● **ACTIVITY**: Check each line of the data below for the word "dead", then extract the ones that have it.

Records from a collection
============================================================

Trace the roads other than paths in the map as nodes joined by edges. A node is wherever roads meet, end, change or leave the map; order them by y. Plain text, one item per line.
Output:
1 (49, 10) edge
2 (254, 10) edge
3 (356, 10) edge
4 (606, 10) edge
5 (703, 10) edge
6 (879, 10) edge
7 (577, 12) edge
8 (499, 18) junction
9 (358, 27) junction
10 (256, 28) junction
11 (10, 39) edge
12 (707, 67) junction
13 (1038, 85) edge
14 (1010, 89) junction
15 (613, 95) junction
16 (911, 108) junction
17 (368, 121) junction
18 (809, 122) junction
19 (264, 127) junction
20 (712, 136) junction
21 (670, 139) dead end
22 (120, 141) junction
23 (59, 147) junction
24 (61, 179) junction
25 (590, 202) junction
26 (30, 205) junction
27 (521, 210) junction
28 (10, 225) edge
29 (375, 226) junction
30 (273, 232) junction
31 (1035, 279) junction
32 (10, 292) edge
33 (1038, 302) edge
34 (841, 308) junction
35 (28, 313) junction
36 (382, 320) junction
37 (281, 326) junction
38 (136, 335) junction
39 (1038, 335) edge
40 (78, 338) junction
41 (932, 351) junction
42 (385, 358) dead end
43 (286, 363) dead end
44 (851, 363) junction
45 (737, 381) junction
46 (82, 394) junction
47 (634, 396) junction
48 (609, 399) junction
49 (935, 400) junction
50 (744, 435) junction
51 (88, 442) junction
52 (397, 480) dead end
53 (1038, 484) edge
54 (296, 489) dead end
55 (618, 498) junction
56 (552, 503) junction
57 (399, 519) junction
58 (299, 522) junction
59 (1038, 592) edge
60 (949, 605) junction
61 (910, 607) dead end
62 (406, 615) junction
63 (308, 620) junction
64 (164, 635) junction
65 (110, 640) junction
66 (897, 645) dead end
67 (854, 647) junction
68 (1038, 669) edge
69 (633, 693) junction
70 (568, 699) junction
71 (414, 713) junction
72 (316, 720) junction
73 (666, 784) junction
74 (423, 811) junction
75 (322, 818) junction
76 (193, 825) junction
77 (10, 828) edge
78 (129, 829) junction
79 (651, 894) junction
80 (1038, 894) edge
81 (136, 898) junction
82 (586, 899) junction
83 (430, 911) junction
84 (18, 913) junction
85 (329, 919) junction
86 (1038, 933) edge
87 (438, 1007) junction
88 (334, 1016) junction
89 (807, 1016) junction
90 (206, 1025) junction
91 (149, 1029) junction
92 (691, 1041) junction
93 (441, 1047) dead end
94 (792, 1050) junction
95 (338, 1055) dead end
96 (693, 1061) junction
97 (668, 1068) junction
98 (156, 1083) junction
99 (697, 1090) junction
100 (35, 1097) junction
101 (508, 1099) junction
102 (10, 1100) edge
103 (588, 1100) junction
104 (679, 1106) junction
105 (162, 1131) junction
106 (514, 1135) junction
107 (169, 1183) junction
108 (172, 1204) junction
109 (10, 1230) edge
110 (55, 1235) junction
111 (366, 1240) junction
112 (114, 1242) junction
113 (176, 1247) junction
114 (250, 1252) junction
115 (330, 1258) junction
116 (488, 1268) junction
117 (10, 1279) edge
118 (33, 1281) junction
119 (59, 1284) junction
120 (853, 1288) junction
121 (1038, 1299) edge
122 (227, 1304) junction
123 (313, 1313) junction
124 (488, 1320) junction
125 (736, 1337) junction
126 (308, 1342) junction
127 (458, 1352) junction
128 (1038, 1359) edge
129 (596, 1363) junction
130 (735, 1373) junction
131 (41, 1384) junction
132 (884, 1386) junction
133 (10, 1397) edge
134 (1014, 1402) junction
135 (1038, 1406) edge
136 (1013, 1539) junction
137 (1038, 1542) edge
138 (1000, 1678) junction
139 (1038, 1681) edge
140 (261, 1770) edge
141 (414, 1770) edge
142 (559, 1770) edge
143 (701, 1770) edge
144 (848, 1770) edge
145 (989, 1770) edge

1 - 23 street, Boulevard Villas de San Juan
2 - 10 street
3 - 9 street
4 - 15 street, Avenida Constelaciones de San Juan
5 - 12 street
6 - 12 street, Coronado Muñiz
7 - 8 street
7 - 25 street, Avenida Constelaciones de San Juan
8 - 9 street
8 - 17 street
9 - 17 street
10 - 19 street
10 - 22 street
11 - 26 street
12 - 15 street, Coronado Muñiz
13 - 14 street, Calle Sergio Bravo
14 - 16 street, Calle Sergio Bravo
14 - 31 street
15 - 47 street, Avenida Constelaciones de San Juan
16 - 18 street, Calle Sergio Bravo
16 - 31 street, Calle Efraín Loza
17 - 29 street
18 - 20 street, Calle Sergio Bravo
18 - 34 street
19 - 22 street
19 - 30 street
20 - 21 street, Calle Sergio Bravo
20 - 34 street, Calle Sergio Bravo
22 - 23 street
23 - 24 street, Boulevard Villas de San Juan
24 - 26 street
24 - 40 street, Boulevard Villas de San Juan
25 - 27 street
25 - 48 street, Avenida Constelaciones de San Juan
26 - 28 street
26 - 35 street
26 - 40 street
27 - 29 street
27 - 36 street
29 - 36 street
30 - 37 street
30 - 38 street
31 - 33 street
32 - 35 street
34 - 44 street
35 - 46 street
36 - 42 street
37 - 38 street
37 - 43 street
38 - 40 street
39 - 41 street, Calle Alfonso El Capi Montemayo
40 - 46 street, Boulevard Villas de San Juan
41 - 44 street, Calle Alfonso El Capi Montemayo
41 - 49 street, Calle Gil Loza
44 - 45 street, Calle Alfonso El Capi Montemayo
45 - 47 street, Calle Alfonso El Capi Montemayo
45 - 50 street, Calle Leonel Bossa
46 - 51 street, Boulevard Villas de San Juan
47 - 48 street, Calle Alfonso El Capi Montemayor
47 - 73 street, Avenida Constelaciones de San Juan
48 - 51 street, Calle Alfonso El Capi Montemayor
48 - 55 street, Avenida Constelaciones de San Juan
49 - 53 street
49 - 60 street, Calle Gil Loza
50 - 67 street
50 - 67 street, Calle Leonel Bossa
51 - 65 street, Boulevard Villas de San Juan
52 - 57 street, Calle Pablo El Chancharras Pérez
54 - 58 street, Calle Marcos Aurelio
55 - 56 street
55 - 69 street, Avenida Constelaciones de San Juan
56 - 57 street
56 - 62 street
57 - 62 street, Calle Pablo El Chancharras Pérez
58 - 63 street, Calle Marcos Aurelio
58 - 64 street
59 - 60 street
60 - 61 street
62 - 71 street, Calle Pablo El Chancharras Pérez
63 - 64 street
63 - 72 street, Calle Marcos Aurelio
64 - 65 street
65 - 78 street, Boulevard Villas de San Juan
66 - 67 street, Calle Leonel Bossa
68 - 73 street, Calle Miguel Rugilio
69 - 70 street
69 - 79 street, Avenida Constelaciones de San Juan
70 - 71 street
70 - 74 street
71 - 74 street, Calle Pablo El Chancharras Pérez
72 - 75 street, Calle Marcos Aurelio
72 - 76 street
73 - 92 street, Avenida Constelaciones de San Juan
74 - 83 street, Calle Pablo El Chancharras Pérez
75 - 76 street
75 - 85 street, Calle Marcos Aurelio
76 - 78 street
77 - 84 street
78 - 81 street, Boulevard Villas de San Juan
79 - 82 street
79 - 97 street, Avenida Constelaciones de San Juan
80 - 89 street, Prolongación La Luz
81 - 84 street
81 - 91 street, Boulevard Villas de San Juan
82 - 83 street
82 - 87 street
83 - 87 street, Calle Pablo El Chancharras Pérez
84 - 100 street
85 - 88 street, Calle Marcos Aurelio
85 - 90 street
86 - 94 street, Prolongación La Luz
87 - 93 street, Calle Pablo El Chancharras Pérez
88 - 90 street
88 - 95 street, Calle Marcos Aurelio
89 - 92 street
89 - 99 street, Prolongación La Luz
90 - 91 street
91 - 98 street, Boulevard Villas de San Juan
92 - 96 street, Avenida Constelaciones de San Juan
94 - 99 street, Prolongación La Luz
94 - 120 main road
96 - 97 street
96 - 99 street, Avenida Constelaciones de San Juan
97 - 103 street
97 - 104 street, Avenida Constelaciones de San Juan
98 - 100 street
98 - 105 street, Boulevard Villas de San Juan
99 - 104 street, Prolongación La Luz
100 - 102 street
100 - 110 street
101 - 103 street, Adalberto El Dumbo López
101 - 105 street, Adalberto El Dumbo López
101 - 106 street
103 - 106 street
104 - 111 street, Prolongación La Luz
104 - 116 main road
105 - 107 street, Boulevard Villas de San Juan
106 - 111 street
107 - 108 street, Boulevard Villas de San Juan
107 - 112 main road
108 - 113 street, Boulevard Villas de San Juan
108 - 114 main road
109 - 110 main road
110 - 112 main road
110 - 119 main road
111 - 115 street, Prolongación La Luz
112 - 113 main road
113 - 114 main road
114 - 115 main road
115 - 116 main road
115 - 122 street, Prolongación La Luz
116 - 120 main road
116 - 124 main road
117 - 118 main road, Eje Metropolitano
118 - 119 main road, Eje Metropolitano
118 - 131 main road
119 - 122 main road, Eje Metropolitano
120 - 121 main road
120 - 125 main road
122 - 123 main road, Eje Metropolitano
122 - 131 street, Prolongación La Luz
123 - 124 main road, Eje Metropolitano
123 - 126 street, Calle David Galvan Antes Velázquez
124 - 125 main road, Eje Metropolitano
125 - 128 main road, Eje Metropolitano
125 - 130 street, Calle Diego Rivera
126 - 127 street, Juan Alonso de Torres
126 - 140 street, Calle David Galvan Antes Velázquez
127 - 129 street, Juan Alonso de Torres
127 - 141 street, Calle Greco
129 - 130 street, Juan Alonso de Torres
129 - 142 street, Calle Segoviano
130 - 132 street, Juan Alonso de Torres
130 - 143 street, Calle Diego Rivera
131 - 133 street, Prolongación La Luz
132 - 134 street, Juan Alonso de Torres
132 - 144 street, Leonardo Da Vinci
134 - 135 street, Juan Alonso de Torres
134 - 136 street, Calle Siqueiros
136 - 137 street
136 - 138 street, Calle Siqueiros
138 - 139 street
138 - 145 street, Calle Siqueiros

============================================================

● **ANSWER TO THIS EXERCISE**:
21 (670, 139) dead end
42 (385, 358) dead end
43 (286, 363) dead end
52 (397, 480) dead end
54 (296, 489) dead end
61 (910, 607) dead end
66 (897, 645) dead end
93 (441, 1047) dead end
95 (338, 1055) dead end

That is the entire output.